» Brief: For every record, give an exact copy that has no pictures in it.

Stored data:

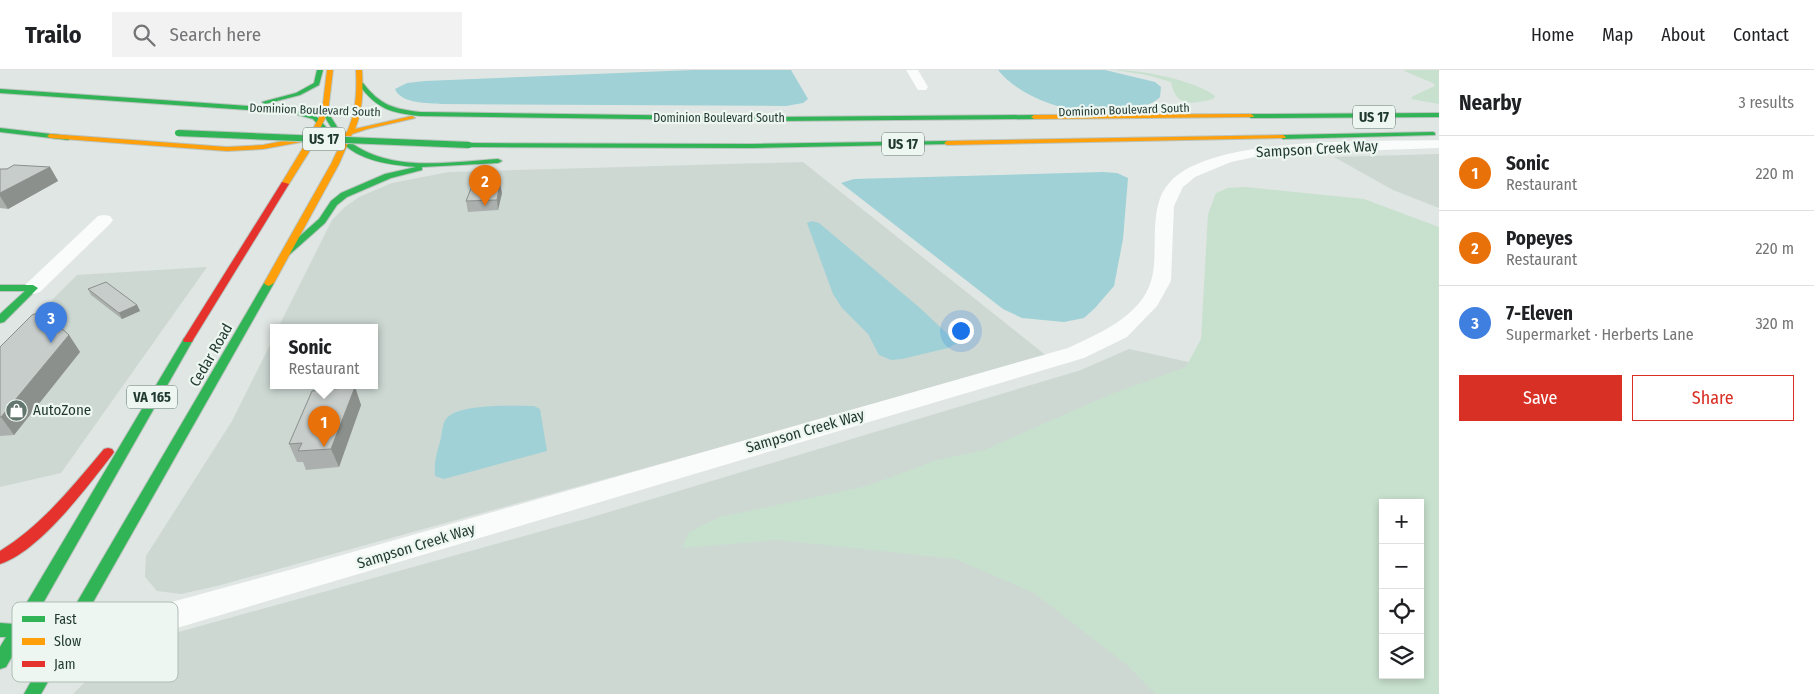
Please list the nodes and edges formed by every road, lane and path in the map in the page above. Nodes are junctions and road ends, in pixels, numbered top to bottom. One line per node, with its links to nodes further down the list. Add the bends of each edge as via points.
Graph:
1 (320, 70): 10 (main road, via 317,84 307,91 270,102)
2 (330, 70): 11 (main road, VA 165)
3 (359, 70): 5 (main road, VA 165)
4 (912, 70): 6 (street)
5 (361, 84): 12 (main road, via 373,102 390,110); 20 (main road, VA 165)
6 (922, 87)
7 (0, 91): 10 (main road)
8 (0, 102): 9 (main road)
9 (18, 104)
10 (222, 106): 11 (main road)
11 (323, 116): 20 (main road); 23 (main road, Cedar Road / VA 165)
12 (506, 116): 14 (main road, via 786,119); 20 (main road, via 415,118)
13 (1439, 116): 14 (main road, Dominion Boulevard South / US 17)
14 (1305, 117): 18 (main road, Dominion Boulevard South / US 17)
15 (274, 122): 16 (main road, Dominion Boulevard South / US 17)
16 (423, 128)
17 (0, 130): 22 (main road)
18 (921, 130)
19 (173, 133): 24 (main road, Dominion Boulevard South / US 17, bridge, via 470,145)
20 (342, 133): 23 (main road); 26 (main road); 29 (main road, via 372,156 424,163); 31 (main road, Cedar Road / VA 165, via 340,153)
21 (1439, 134): 24 (main road, Dominion Boulevard South / US 17)
22 (50, 136): 23 (main road, via 227,149 263,147); 26 (main road, via 129,146)
23 (313, 138): 26 (main road, Cedar Road / VA 165)
24 (1069, 142): 27 (main road, via 897,151)
25 (1439, 144): 39 (street, Sampson Creek Way, via 1276,149 1227,158 1189,174 1176,185 1165,206 1161,281 1147,306 1119,332 1076,353)
26 (303, 156): 35 (main road, Cedar Road / VA 165)
27 (625, 158)
28 (514, 160): 29 (main road)
29 (467, 162): 31 (main road, via 403,172 356,188 334,203 322,221)
30 (104, 220): 33 (street)
31 (286, 254): 38 (main road, Cedar Road / VA 165)
32 (0, 288): 33 (main road)
33 (34, 288): 34 (main road)
34 (0, 320)
35 (148, 405): 36 (main road, via 49,524 34,538); 37 (main road, Cedar Road / VA 165)
36 (0, 558)
37 (36, 602)
38 (85, 602)
39 (178, 614)
40 (12, 643): 41 (main road, Cedar Road / VA 165)
41 (0, 662)
42 (39, 682): 43 (main road, Cedar Road / VA 165)
43 (32, 694)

» Answer below:
Please list the nodes and edges formed by every road, lane and path in the map in the page above. Nodes are junctions and road ends, in pixels, numbered top to bottom. One line per node, with its links to nodes further down the list. Add the bends of each edge as via points.
Graph:
1 (320, 70): 10 (main road, via 317,84 307,91 270,102)
2 (330, 70): 11 (main road, VA 165)
3 (359, 70): 5 (main road, VA 165)
4 (912, 70): 6 (street)
5 (361, 84): 12 (main road, via 373,102 390,110); 20 (main road, VA 165)
6 (922, 87)
7 (0, 91): 10 (main road)
8 (0, 102): 9 (main road)
9 (18, 104)
10 (222, 106): 11 (main road)
11 (323, 116): 20 (main road); 23 (main road, Cedar Road / VA 165)
12 (506, 116): 14 (main road, via 786,119); 20 (main road, via 415,118)
13 (1439, 116): 14 (main road, Dominion Boulevard South / US 17)
14 (1305, 117): 18 (main road, Dominion Boulevard South / US 17)
15 (274, 122): 16 (main road, Dominion Boulevard South / US 17)
16 (423, 128)
17 (0, 130): 22 (main road)
18 (921, 130)
19 (173, 133): 24 (main road, Dominion Boulevard South / US 17, bridge, via 470,145)
20 (342, 133): 23 (main road); 26 (main road); 29 (main road, via 372,156 424,163); 31 (main road, Cedar Road / VA 165, via 340,153)
21 (1439, 134): 24 (main road, Dominion Boulevard South / US 17)
22 (50, 136): 23 (main road, via 227,149 263,147); 26 (main road, via 129,146)
23 (313, 138): 26 (main road, Cedar Road / VA 165)
24 (1069, 142): 27 (main road, via 897,151)
25 (1439, 144): 39 (street, Sampson Creek Way, via 1276,149 1227,158 1189,174 1176,185 1165,206 1161,281 1147,306 1119,332 1076,353)
26 (303, 156): 35 (main road, Cedar Road / VA 165)
27 (625, 158)
28 (514, 160): 29 (main road)
29 (467, 162): 31 (main road, via 403,172 356,188 334,203 322,221)
30 (104, 220): 33 (street)
31 (286, 254): 38 (main road, Cedar Road / VA 165)
32 (0, 288): 33 (main road)
33 (34, 288): 34 (main road)
34 (0, 320)
35 (148, 405): 36 (main road, via 49,524 34,538); 37 (main road, Cedar Road / VA 165)
36 (0, 558)
37 (36, 602)
38 (85, 602)
39 (178, 614)
40 (12, 643): 41 (main road, Cedar Road / VA 165)
41 (0, 662)
42 (39, 682): 43 (main road, Cedar Road / VA 165)
43 (32, 694)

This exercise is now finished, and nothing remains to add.